6. Set the robot to External mode using the teach pendant
7. Use the robot with Flowstate

Legacy Mode for testing:

For testing, you can skip the I/O setup and enable the robot using the teach pendant.

More detailed information is given in the following sections.

Step 1: Network wiring between Intrinsic cluster and KUKA robot controller

The KUKA KR C4 needs to be connected to the Realtime PC (RTPC) of the Intrinsic Cluster. This means the robot Ethernet port needs to be connected to the KUKA Line Interface (KUKA KLI), on the KR C4 to the X66 port.

Step 2: KUKA robot controller setup

KUKA features are often provided as KUKA option packages, such as SafeOperation or RobotSensorInterface.
Intrinsic provides two KUKA option packages for convenient installation and configuration of the KUKA Robot Controller (KRC):

• A Base package containing basic configuration files for RSI and Ethernet KRL Interface (EKI) communication with the Flowstate environment.
  Download Base package
• An Extended package based on the base package but containing additional configuration that are more likely to be in conflict with controller configurations when the KRC project has already some pre existing configuration changes (see option package description section for a description about the contents of the option package).
  Download Extended package

For easy setup it is recommended to install both option packages.

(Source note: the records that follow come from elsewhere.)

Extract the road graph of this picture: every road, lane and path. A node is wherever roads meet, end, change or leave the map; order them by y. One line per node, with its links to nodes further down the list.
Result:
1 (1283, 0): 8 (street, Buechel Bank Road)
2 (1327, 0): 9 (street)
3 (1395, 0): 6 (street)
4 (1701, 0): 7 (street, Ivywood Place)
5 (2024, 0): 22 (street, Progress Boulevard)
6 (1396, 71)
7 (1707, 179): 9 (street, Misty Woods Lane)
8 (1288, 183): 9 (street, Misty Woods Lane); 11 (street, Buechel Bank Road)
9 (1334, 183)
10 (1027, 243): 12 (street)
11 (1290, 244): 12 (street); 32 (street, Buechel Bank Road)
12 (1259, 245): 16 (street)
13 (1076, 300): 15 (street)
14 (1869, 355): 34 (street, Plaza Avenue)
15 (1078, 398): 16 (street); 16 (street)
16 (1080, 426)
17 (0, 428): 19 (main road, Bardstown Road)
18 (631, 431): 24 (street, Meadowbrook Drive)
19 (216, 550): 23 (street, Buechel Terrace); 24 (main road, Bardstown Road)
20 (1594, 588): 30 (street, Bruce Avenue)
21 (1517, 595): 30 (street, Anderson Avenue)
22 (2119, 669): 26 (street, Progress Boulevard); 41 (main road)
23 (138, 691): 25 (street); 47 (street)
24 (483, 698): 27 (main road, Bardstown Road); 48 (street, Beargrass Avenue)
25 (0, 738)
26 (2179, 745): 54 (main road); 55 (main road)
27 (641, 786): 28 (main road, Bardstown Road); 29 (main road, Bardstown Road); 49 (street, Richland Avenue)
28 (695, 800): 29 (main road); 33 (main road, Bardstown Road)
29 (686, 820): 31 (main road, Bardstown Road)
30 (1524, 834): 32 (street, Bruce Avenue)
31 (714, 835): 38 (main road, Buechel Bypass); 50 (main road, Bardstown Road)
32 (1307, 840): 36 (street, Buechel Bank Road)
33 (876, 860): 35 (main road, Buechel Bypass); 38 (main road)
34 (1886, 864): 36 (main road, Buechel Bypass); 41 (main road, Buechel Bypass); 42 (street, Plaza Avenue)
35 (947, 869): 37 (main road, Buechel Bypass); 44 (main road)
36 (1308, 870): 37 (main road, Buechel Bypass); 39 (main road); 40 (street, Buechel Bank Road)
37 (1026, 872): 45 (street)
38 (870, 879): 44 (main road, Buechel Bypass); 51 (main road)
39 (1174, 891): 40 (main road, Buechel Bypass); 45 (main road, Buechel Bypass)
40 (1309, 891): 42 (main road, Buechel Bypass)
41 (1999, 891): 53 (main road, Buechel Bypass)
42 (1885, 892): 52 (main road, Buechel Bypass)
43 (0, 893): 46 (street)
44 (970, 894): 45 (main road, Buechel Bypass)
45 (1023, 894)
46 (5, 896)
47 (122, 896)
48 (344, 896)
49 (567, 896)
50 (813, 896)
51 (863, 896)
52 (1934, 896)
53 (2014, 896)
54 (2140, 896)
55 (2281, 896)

The extended option package should only be skipped if it causes problems with e.g. the existing network configuration or IO mappings.

Backup Existing Project

Create a backup of your WorkVisual project before installing or updating any of the option packages since the KUKA option package installer overwrites existing files that were added or modified manually.

warning

When installing the Intrinsic extended option package, it will overwrite the following elements:

• The submit interpreter at position three (the first user defined submit interpreter)
• The network configuration of virtual devices named KLI and RSI (case-insensitive)
• The KUKA signals $DRIVES_ON, $MOVE_ENABLE and $CONF_MESS

Install the Intrinsic option package just as other KUKA option packages are installed.
See the KUKA WorkVisual 6.0 manual (section 6.30) for a detailed description on the process.

Physical I/O device for external control

To enable, disable and clear faults from an external source, in this case Flowstate, KUKA requires to use physical I/Os.
This means 3 outputs need to be wired onto 3 inputs and configured and mapped on the KUKA controller or in WorkVisual.

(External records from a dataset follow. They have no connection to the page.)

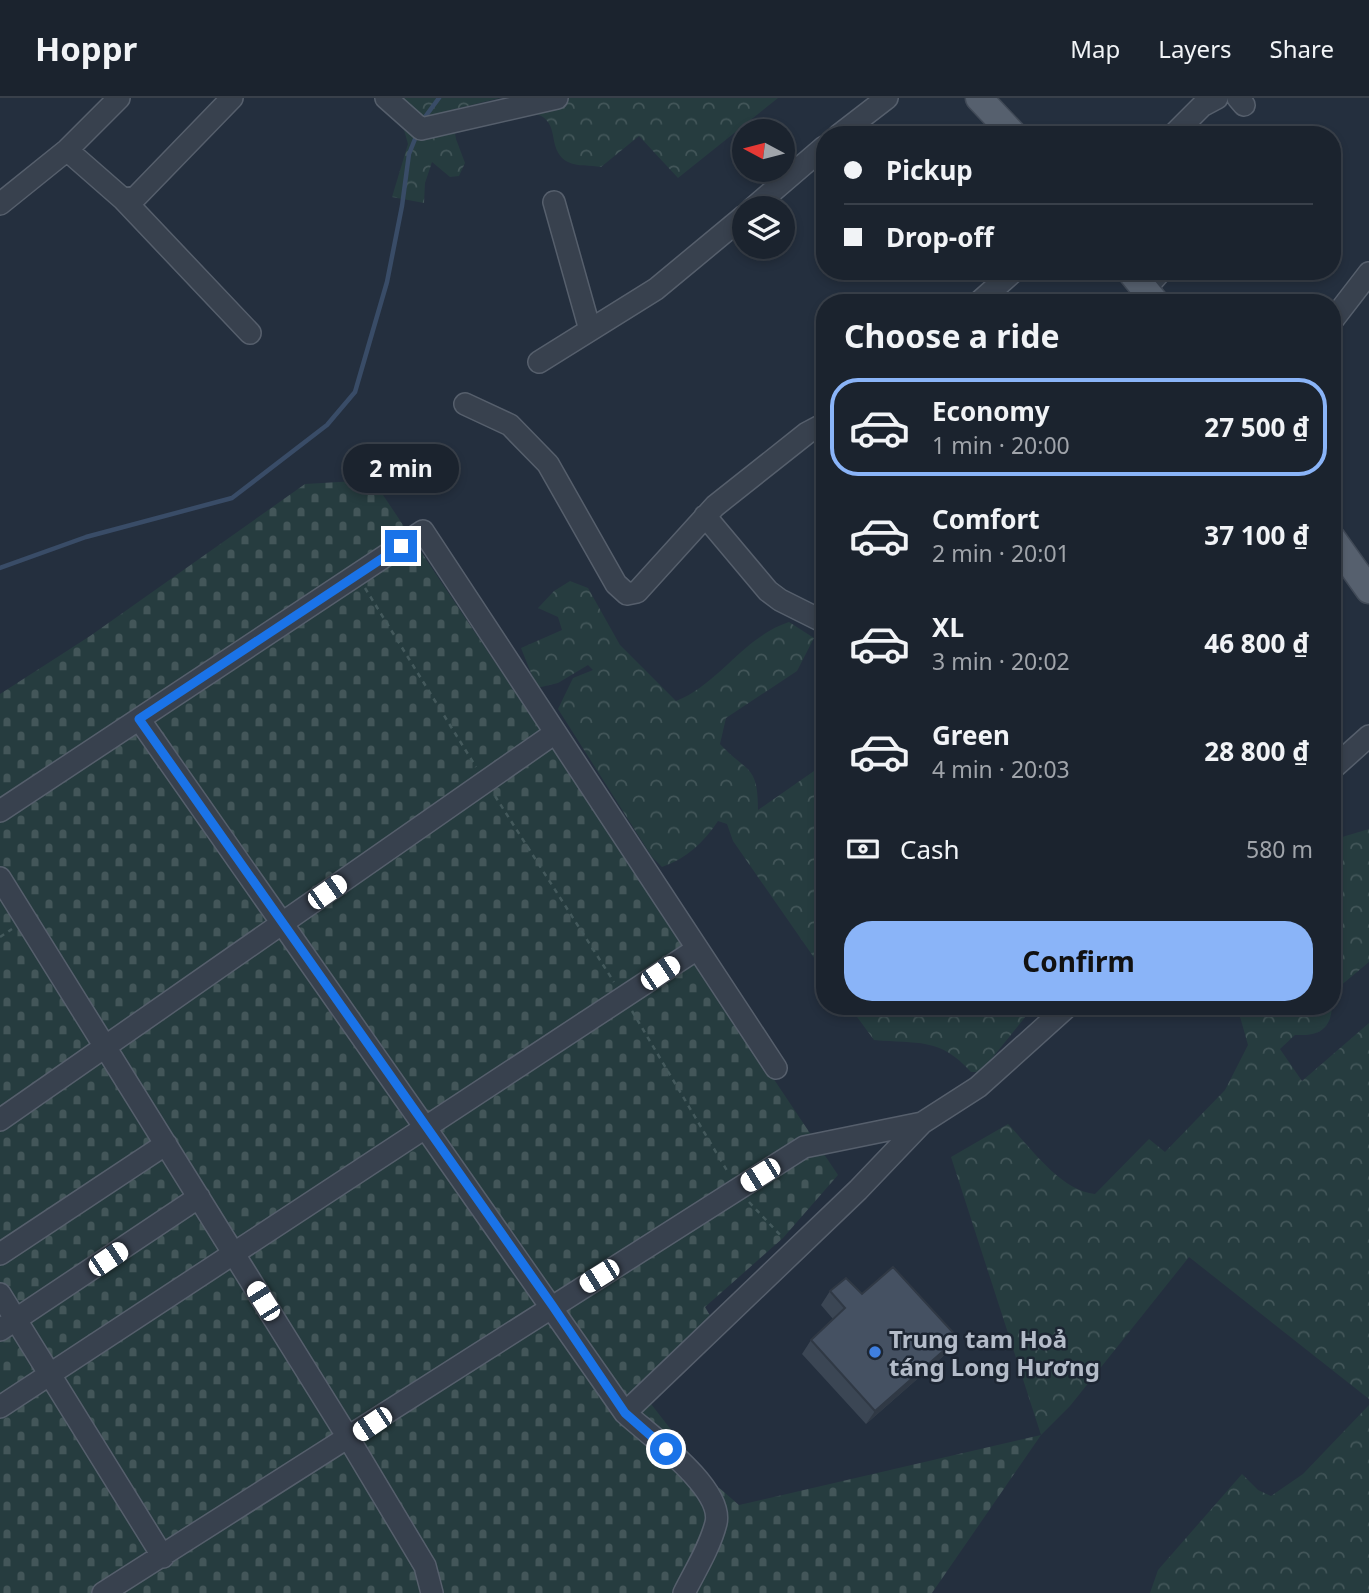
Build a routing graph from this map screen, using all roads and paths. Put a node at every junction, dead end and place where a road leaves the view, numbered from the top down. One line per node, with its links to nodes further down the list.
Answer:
1 (118, 98): 11 (street)
2 (232, 98): 14 (street)
3 (386, 98): 4 (street)
4 (557, 98)
5 (887, 98): 8 (street)
6 (979, 98): 9 (main road)
7 (1217, 98): 10 (street)
8 (851, 126)
9 (1005, 126)
10 (1182, 126)
11 (67, 150): 14 (street); 16 (street)
12 (816, 154): 13 (street)
13 (767, 196)
14 (123, 199): 23 (street)
15 (554, 202): 22 (street)
16 (0, 204)
17 (732, 226): 22 (street)
18 (1369, 273): 21 (street)
19 (1004, 280): 20 (street)
20 (988, 294)
21 (1341, 309)
22 (590, 330): 24 (street)
23 (250, 333)
24 (539, 362)
25 (465, 404): 27 (street)
26 (816, 428): 27 (street)
27 (705, 516): 31 (street)
28 (1341, 551): 30 (main road)
29 (357, 575): 32 (street); 33 (street); 36 (path)
30 (1369, 590)
31 (816, 618)
32 (139, 719): 37 (street); 39 (street)
33 (555, 733): 36 (street); 40 (street)
34 (1369, 736): 35 (street)
35 (1341, 761)
36 (485, 782): 39 (street); 41 (path)
37 (0, 811)
38 (0, 878): 43 (street)
39 (281, 924): 43 (street); 47 (street)
40 (696, 949): 41 (street); 44 (street)
41 (624, 997): 47 (street); 49 (path)
42 (1058, 1015): 46 (street)
43 (107, 1046): 45 (street); 48 (street)
44 (776, 1068)
45 (0, 1120)
46 (922, 1123): 49 (street); 59 (street)
47 (426, 1129): 53 (street); 55 (street)
48 (166, 1144): 50 (street); 52 (street)
49 (737, 1189): 51 (path); 55 (street)
50 (199, 1197): 53 (street); 56 (street)
51 (783, 1238)
52 (0, 1254)
53 (234, 1255): 57 (street); 60 (street)
54 (0, 1294): 56 (street)
55 (552, 1305): 59 (street); 60 (street)
56 (8, 1325): 57 (street)
57 (49, 1373): 58 (street); 61 (street)
58 (0, 1407)
59 (625, 1413): 65 (street)
60 (349, 1439): 61 (street); 62 (street)
61 (163, 1557): 63 (street)
62 (430, 1583): 64 (street)
63 (103, 1593)
64 (442, 1593)
65 (684, 1593)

The Intrinsic extended option package provides such a configuration and mapping for the recommended I/O device combination Beckhoff EK1100, EL1008 and EL2008 connected using EtherCAT to the KRC at port X65.

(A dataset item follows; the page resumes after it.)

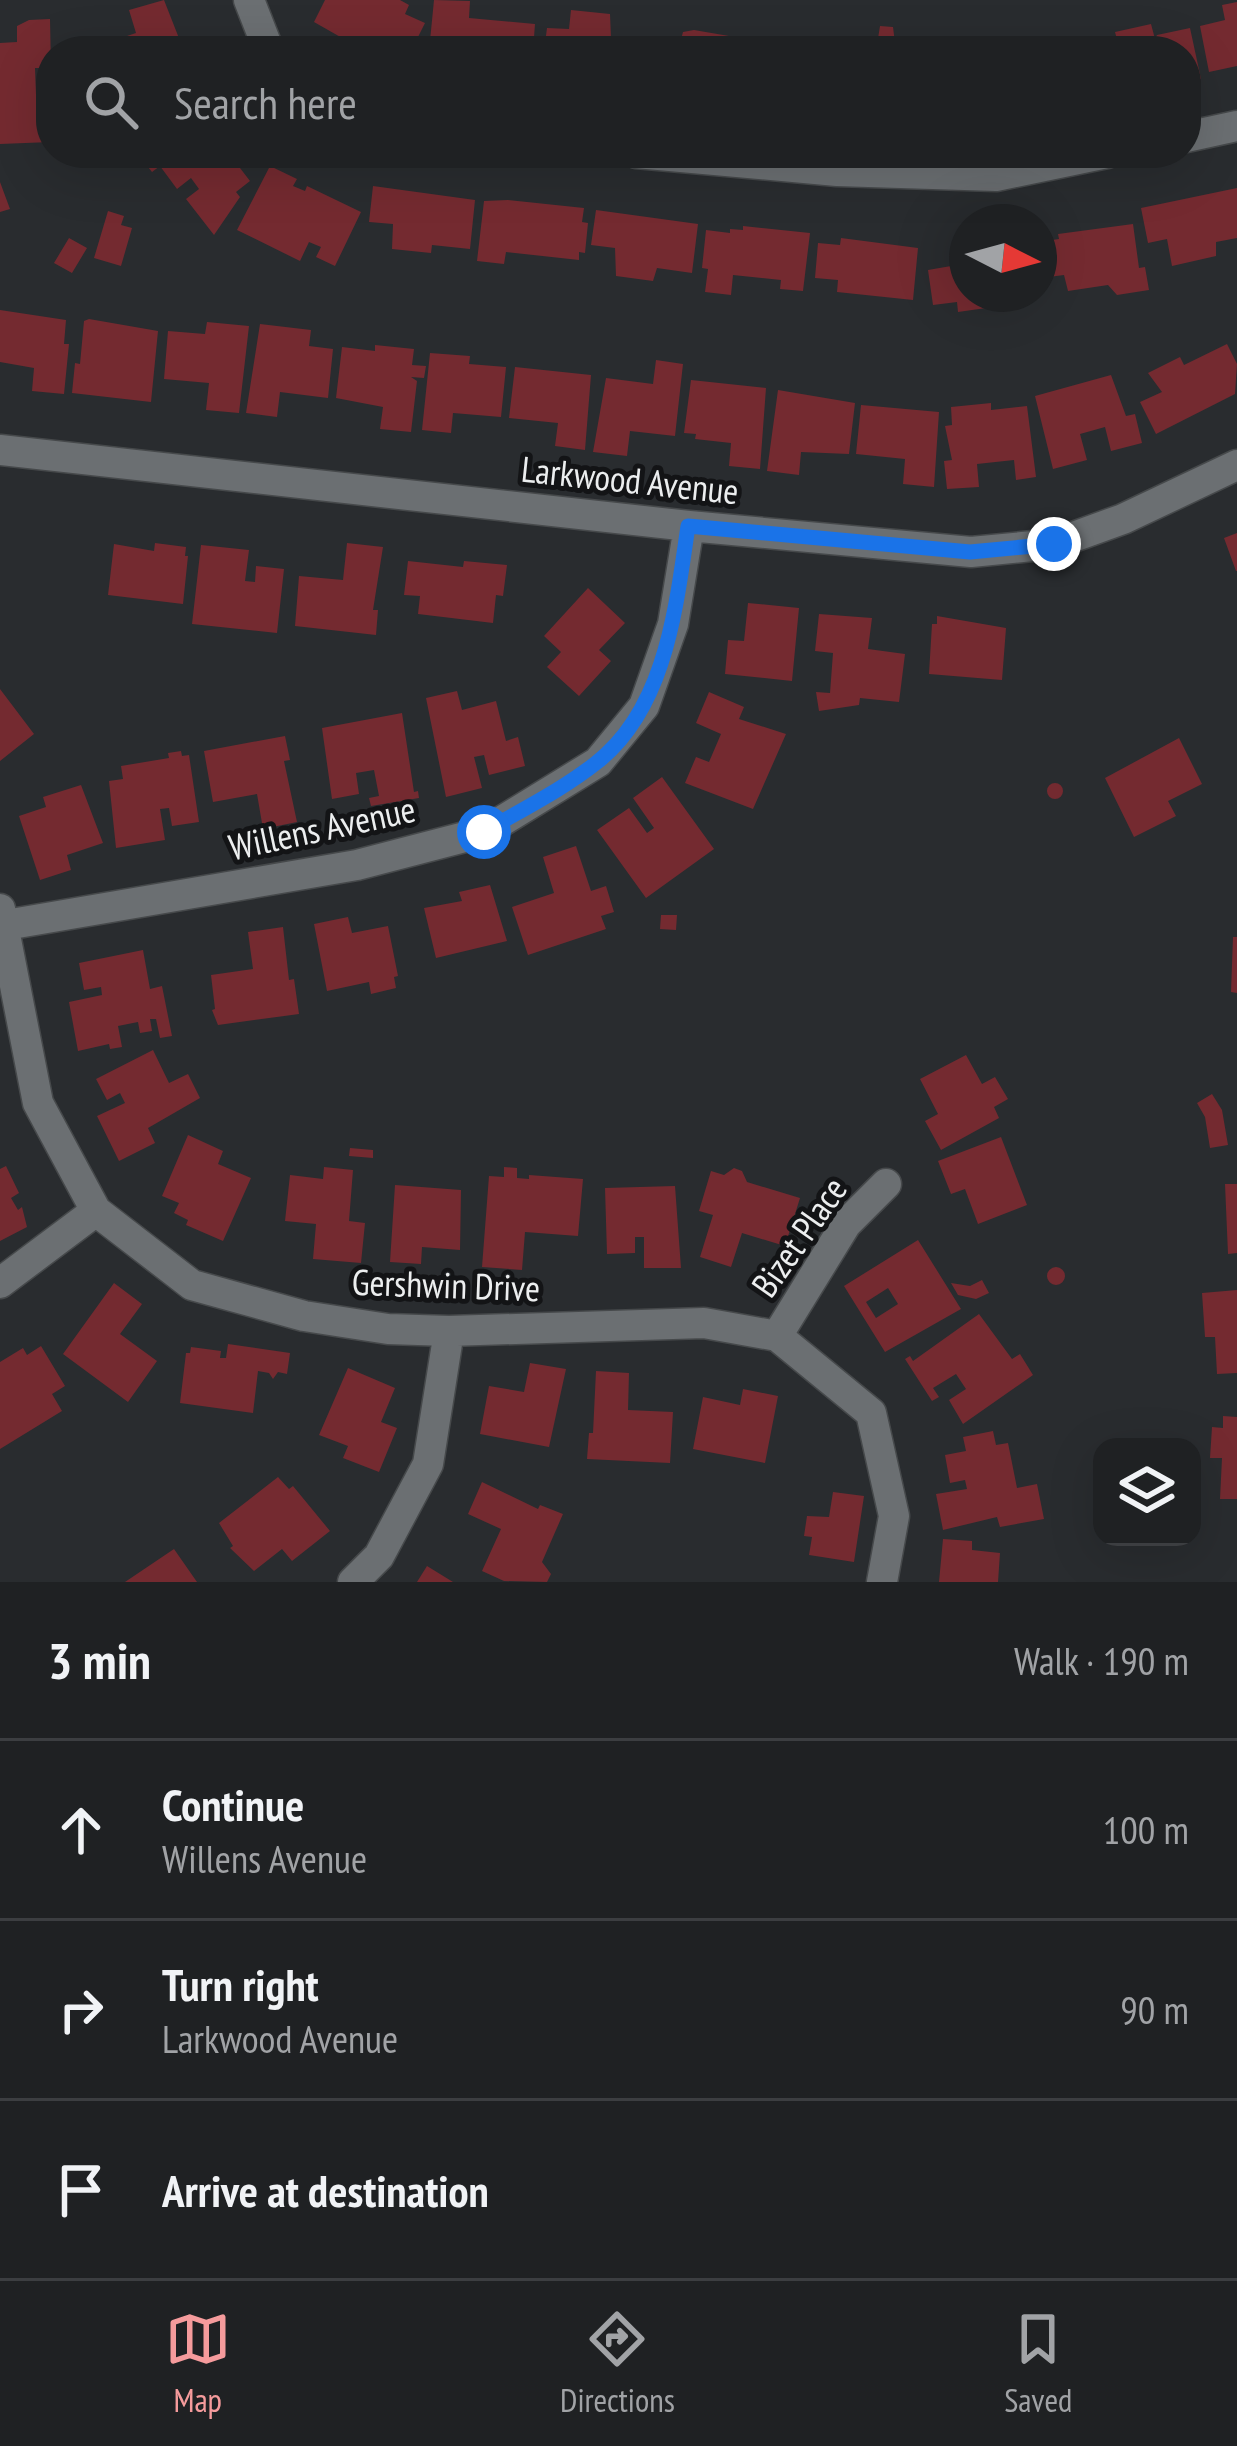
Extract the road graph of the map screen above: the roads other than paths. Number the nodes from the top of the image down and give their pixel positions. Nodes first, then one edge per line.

Use the first three outputs and inputs to match the provided configuration as shown in the following figures.
The configuration and mapping can be installed in the same way an option package is installed into a WorkVisual project:

By dragging the Intrinsic I/Os using EK1100, EL1008, EL2008 component from the Options catalog on the controller in WorkVisual.
The I/Os must be mapped on indices 421-423.

warning

Don't change the I/O indexes during installation, or you need to adjust the corresponding KRL signals as well!

I/O wiring diagram for external KUKA control

I/O Wiring example for external KUKA control

Usage of other I/O devices

It's possible to use other I/O devices, but the detailed configuration is out of scope for this documentation.
The minimal requirements are:

• The I/O devices need to be compatible with the KUKA KRC at hand and to be configured in WorkVisual.
• Three of the digital inputs and outputs of the device need to be mapped to the KR C I/Os with indexes 421-423, each for inputs and outputs.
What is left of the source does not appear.